Saved entries:
- - -

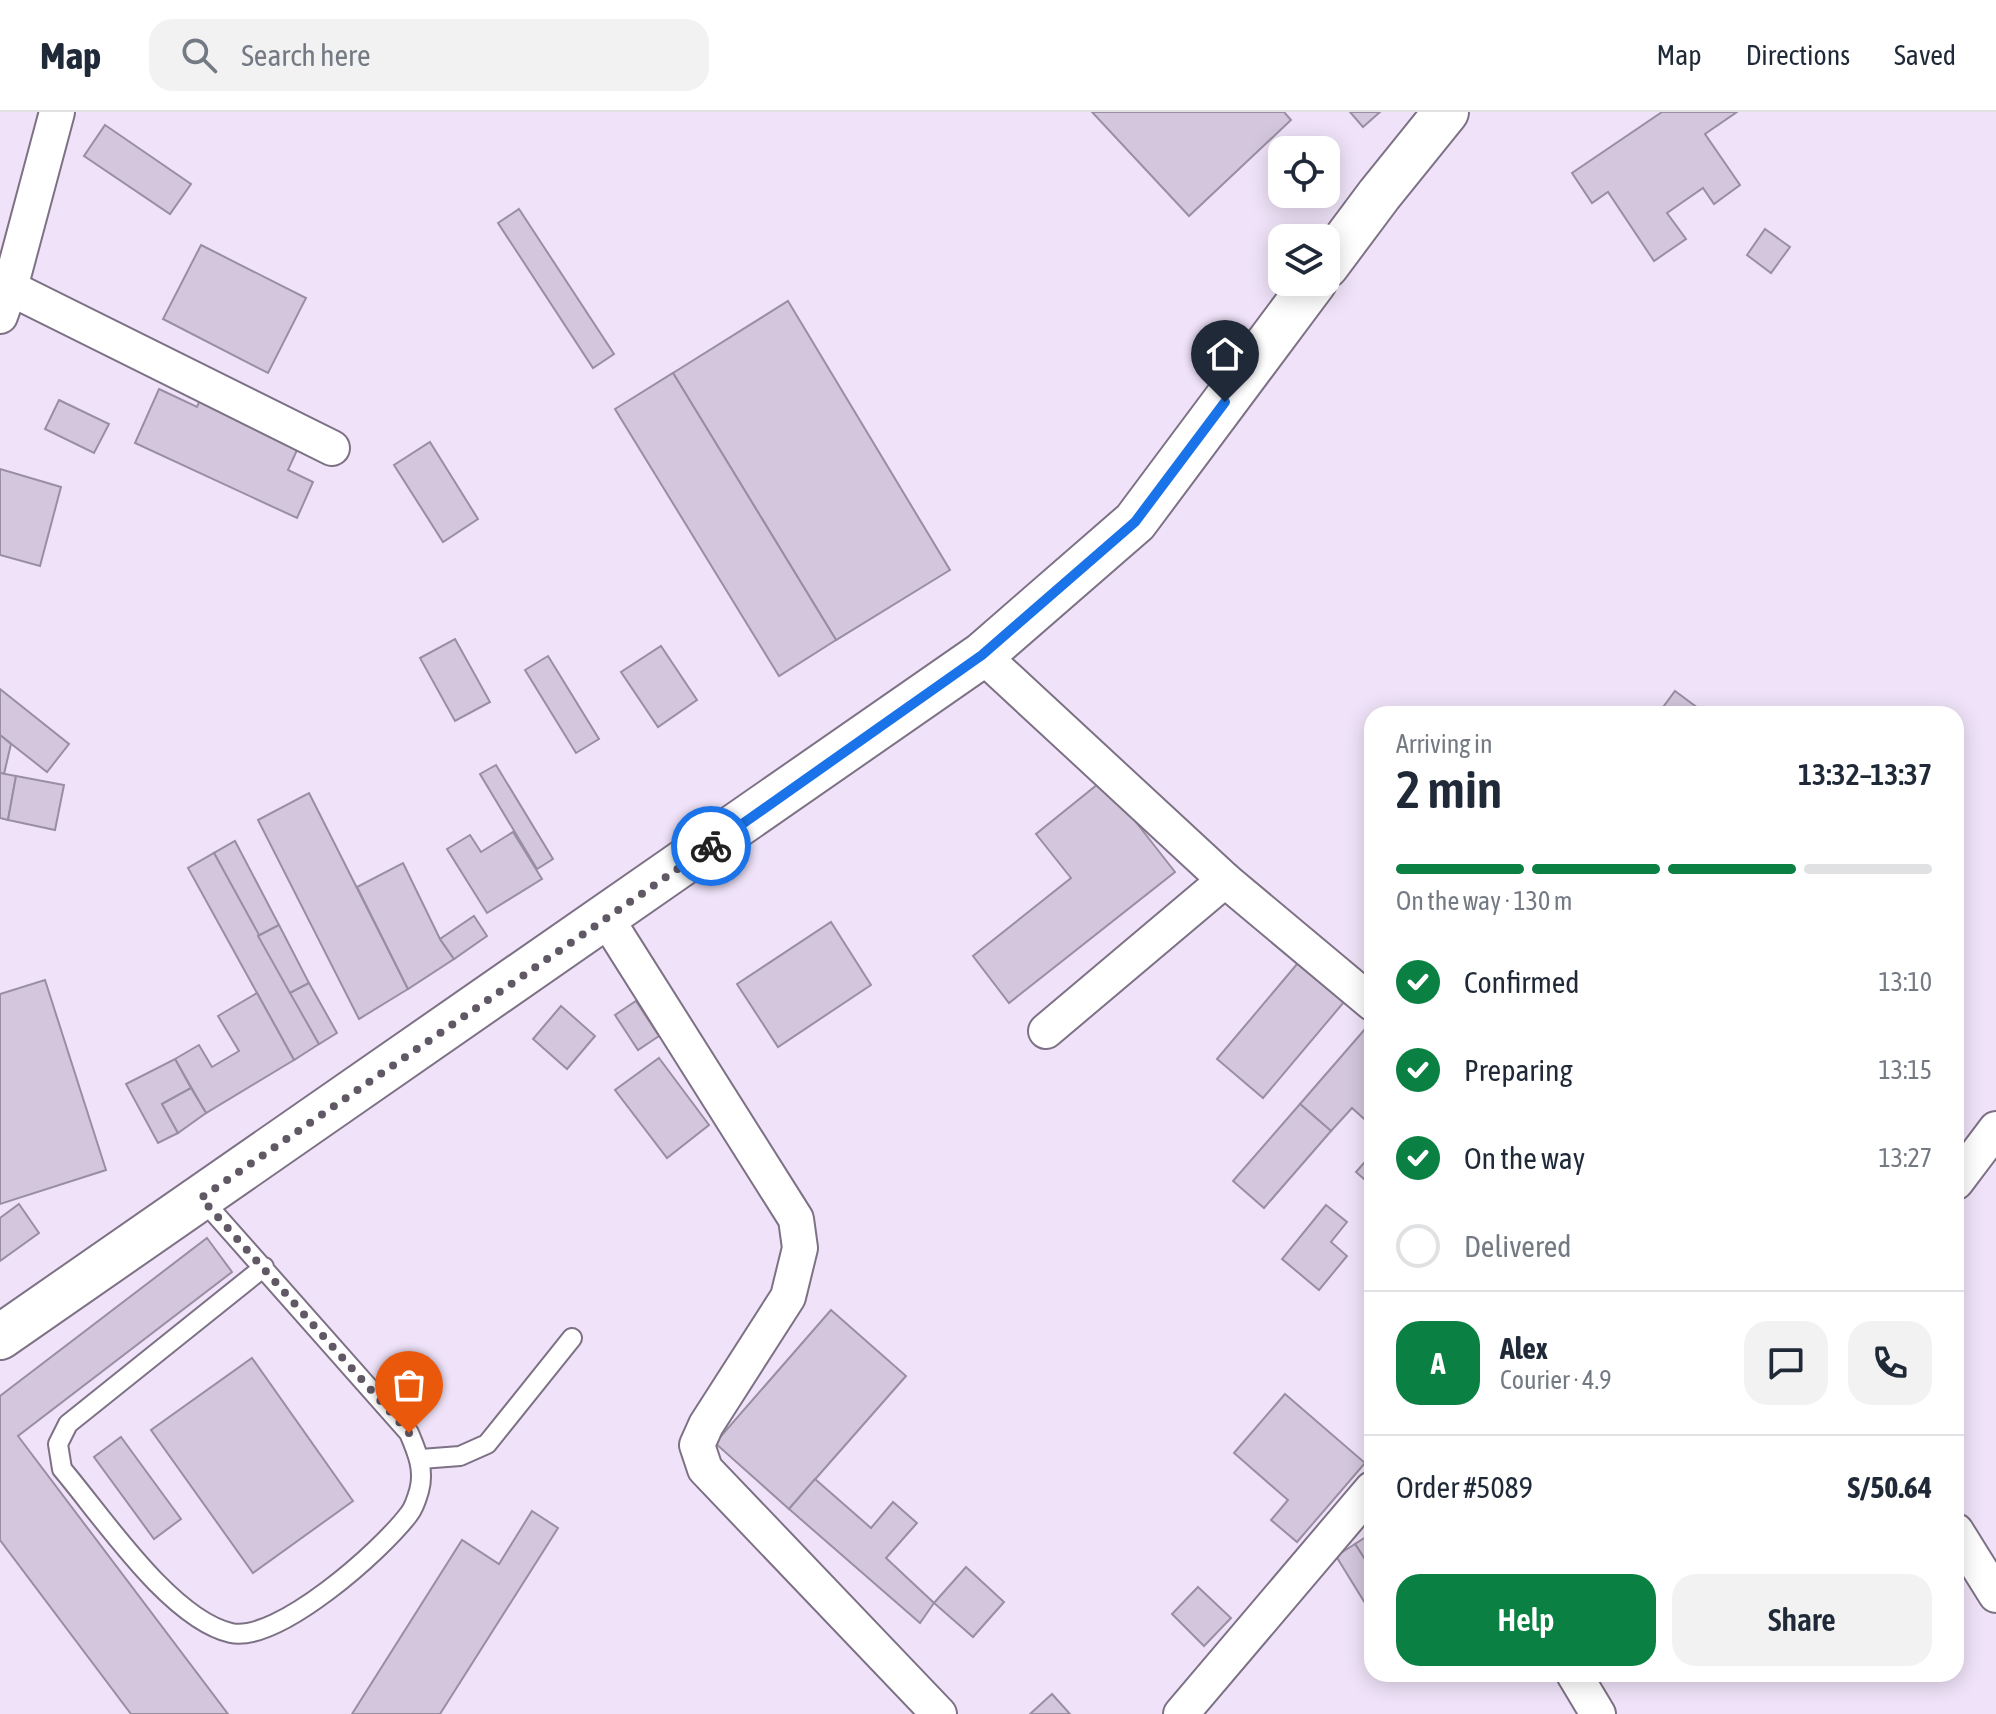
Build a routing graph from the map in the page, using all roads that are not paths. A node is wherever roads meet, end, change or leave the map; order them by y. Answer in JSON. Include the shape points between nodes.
{"nodes":[{"id":1,"x":57,"y":112,"type":"edge"},
{"id":2,"x":1446,"y":112,"type":"edge"},
{"id":3,"x":1340,"y":247,"type":"edge"},
{"id":4,"x":1304,"y":296,"type":"edge"},
{"id":5,"x":5,"y":302,"type":"edge"},
{"id":6,"x":332,"y":448,"type":"dead end"},
{"id":7,"x":982,"y":655,"type":"junction"},
{"id":8,"x":1225,"y":880,"type":"junction"},
{"id":9,"x":606,"y":918,"type":"junction"},
{"id":10,"x":1364,"y":996,"type":"edge"},
{"id":11,"x":1046,"y":1031,"type":"dead end"},
{"id":12,"x":1996,"y":1129,"type":"edge"},
{"id":13,"x":1964,"y":1171,"type":"edge"},
{"id":14,"x":201,"y":1198,"type":"junction"},
{"id":15,"x":264,"y":1267,"type":"junction"},
{"id":16,"x":0,"y":1337,"type":"edge"},
{"id":17,"x":572,"y":1338,"type":"dead end"},
{"id":18,"x":421,"y":1459,"type":"junction"},
{"id":19,"x":1364,"y":1498,"type":"edge"},
{"id":20,"x":1964,"y":1544,"type":"edge"},
{"id":21,"x":1996,"y":1595,"type":"edge"},
{"id":22,"x":1579,"y":1682,"type":"edge"},
{"id":23,"x":939,"y":1714,"type":"edge"},
{"id":24,"x":1181,"y":1714,"type":"edge"},
{"id":25,"x":1598,"y":1714,"type":"edge"}],
"edges":[{"from":1,"to":5,"type":"street"},
{"from":2,"to":3,"type":"main road"},
{"from":4,"to":7,"type":"main road","via":[[1135,522]]},
{"from":5,"to":6,"type":"street"},
{"from":7,"to":8,"type":"street"},
{"from":7,"to":9,"type":"main road"},
{"from":8,"to":10,"type":"street"},
{"from":8,"to":11,"type":"street"},
{"from":9,"to":14,"type":"main road"},
{"from":9,"to":23,"type":"street","via":[[796,1219],[800,1248],[788,1297],[706,1425],[697,1445],[705,1469]]},
{"from":12,"to":13,"type":"street"},
{"from":14,"to":15,"type":"lane"},
{"from":14,"to":16,"type":"main road"},
{"from":15,"to":18,"type":"lane","via":[[409,1433]]},
{"from":15,"to":18,"type":"lane","via":[[68,1424],[58,1444],[62,1469],[159,1586],[198,1619],[233,1634],[264,1630],[300,1611],[357,1567],[411,1512],[420,1488]]},
{"from":17,"to":18,"type":"lane","via":[[487,1444],[460,1456]]},
{"from":19,"to":24,"type":"street"},
{"from":20,"to":21,"type":"street"},
{"from":22,"to":25,"type":"street"}]}
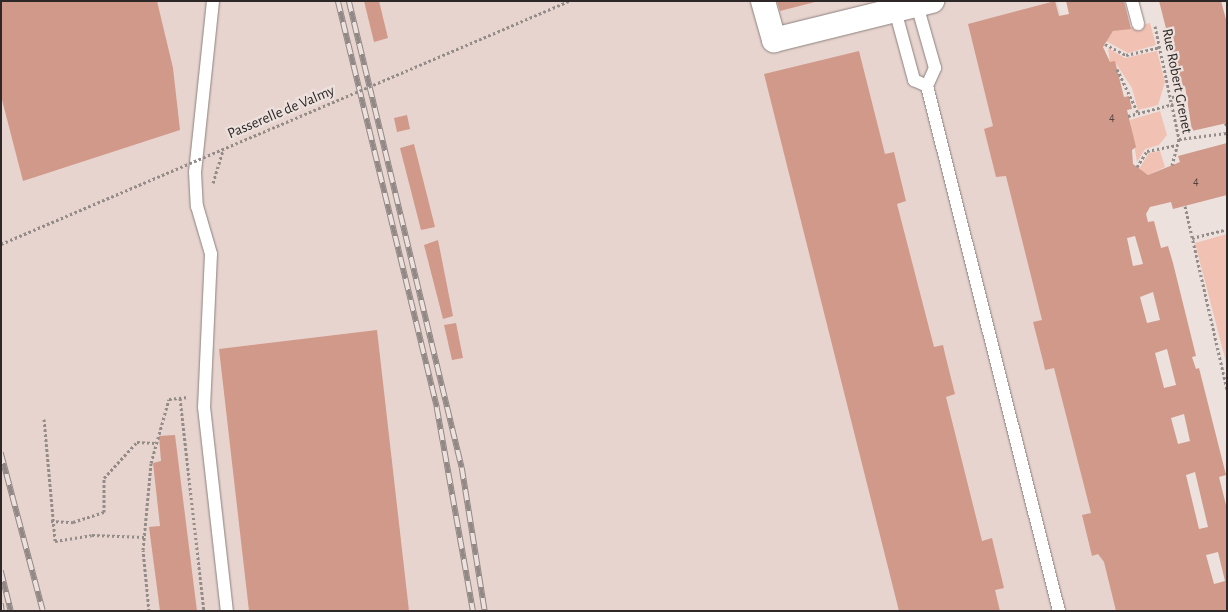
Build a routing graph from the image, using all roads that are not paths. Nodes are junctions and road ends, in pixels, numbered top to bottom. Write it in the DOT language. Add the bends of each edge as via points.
graph roads {
  1 [pos="213,1"];
  2 [pos="763,1"];
  3 [pos="1132,1"];
  4 [pos="915,6"];
  5 [pos="1138,24"];
  6 [pos="927,86"];
  7 [pos="226,611"];
  8 [pos="1059,611"];
  1 -- 7 [label="lane" via="195,172 197,206 211,254 204,392"];
  2 -- 4 [label="street" via="774,40"];
  3 -- 5 [label="lane"];
  4 -- 6 [label="lane" via="936,68"];
  4 -- 6 [label="lane" via="914,80"];
  6 -- 8 [label="lane"];
}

- - -

**What you need to do**: Could you set down the records above exactly, skipping any picture?

**Finished task**:
Build a routing graph from the map in the page, using all roads that are not paths. A node is wherever roads meet, end, change or leave the map; order them by y. Answer in JSON. Include the shape points between nodes.
{"nodes":[{"id":1,"x":57,"y":112,"type":"edge"},
{"id":2,"x":1446,"y":112,"type":"edge"},
{"id":3,"x":1340,"y":247,"type":"edge"},
{"id":4,"x":1304,"y":296,"type":"edge"},
{"id":5,"x":5,"y":302,"type":"edge"},
{"id":6,"x":332,"y":448,"type":"dead end"},
{"id":7,"x":982,"y":655,"type":"junction"},
{"id":8,"x":1225,"y":880,"type":"junction"},
{"id":9,"x":606,"y":918,"type":"junction"},
{"id":10,"x":1364,"y":996,"type":"edge"},
{"id":11,"x":1046,"y":1031,"type":"dead end"},
{"id":12,"x":1996,"y":1129,"type":"edge"},
{"id":13,"x":1964,"y":1171,"type":"edge"},
{"id":14,"x":201,"y":1198,"type":"junction"},
{"id":15,"x":264,"y":1267,"type":"junction"},
{"id":16,"x":0,"y":1337,"type":"edge"},
{"id":17,"x":572,"y":1338,"type":"dead end"},
{"id":18,"x":421,"y":1459,"type":"junction"},
{"id":19,"x":1364,"y":1498,"type":"edge"},
{"id":20,"x":1964,"y":1544,"type":"edge"},
{"id":21,"x":1996,"y":1595,"type":"edge"},
{"id":22,"x":1579,"y":1682,"type":"edge"},
{"id":23,"x":939,"y":1714,"type":"edge"},
{"id":24,"x":1181,"y":1714,"type":"edge"},
{"id":25,"x":1598,"y":1714,"type":"edge"}],
"edges":[{"from":1,"to":5,"type":"street"},
{"from":2,"to":3,"type":"main road"},
{"from":4,"to":7,"type":"main road","via":[[1135,522]]},
{"from":5,"to":6,"type":"street"},
{"from":7,"to":8,"type":"street"},
{"from":7,"to":9,"type":"main road"},
{"from":8,"to":10,"type":"street"},
{"from":8,"to":11,"type":"street"},
{"from":9,"to":14,"type":"main road"},
{"from":9,"to":23,"type":"street","via":[[796,1219],[800,1248],[788,1297],[706,1425],[697,1445],[705,1469]]},
{"from":12,"to":13,"type":"street"},
{"from":14,"to":15,"type":"lane"},
{"from":14,"to":16,"type":"main road"},
{"from":15,"to":18,"type":"lane","via":[[409,1433]]},
{"from":15,"to":18,"type":"lane","via":[[68,1424],[58,1444],[62,1469],[159,1586],[198,1619],[233,1634],[264,1630],[300,1611],[357,1567],[411,1512],[420,1488]]},
{"from":17,"to":18,"type":"lane","via":[[487,1444],[460,1456]]},
{"from":19,"to":24,"type":"street"},
{"from":20,"to":21,"type":"street"},
{"from":22,"to":25,"type":"street"}]}
Build a routing graph from the image, using all roads that are not paths. Nodes are junctions and road ends, in pixels, numbered top to bottom. Write it in the DOT language. Add the bends of each edge as via points.
graph roads {
  1 [pos="213,1"];
  2 [pos="763,1"];
  3 [pos="1132,1"];
  4 [pos="915,6"];
  5 [pos="1138,24"];
  6 [pos="927,86"];
  7 [pos="226,611"];
  8 [pos="1059,611"];
  1 -- 7 [label="lane" via="195,172 197,206 211,254 204,392"];
  2 -- 4 [label="street" via="774,40"];
  3 -- 5 [label="lane"];
  4 -- 6 [label="lane" via="936,68"];
  4 -- 6 [label="lane" via="914,80"];
  6 -- 8 [label="lane"];
}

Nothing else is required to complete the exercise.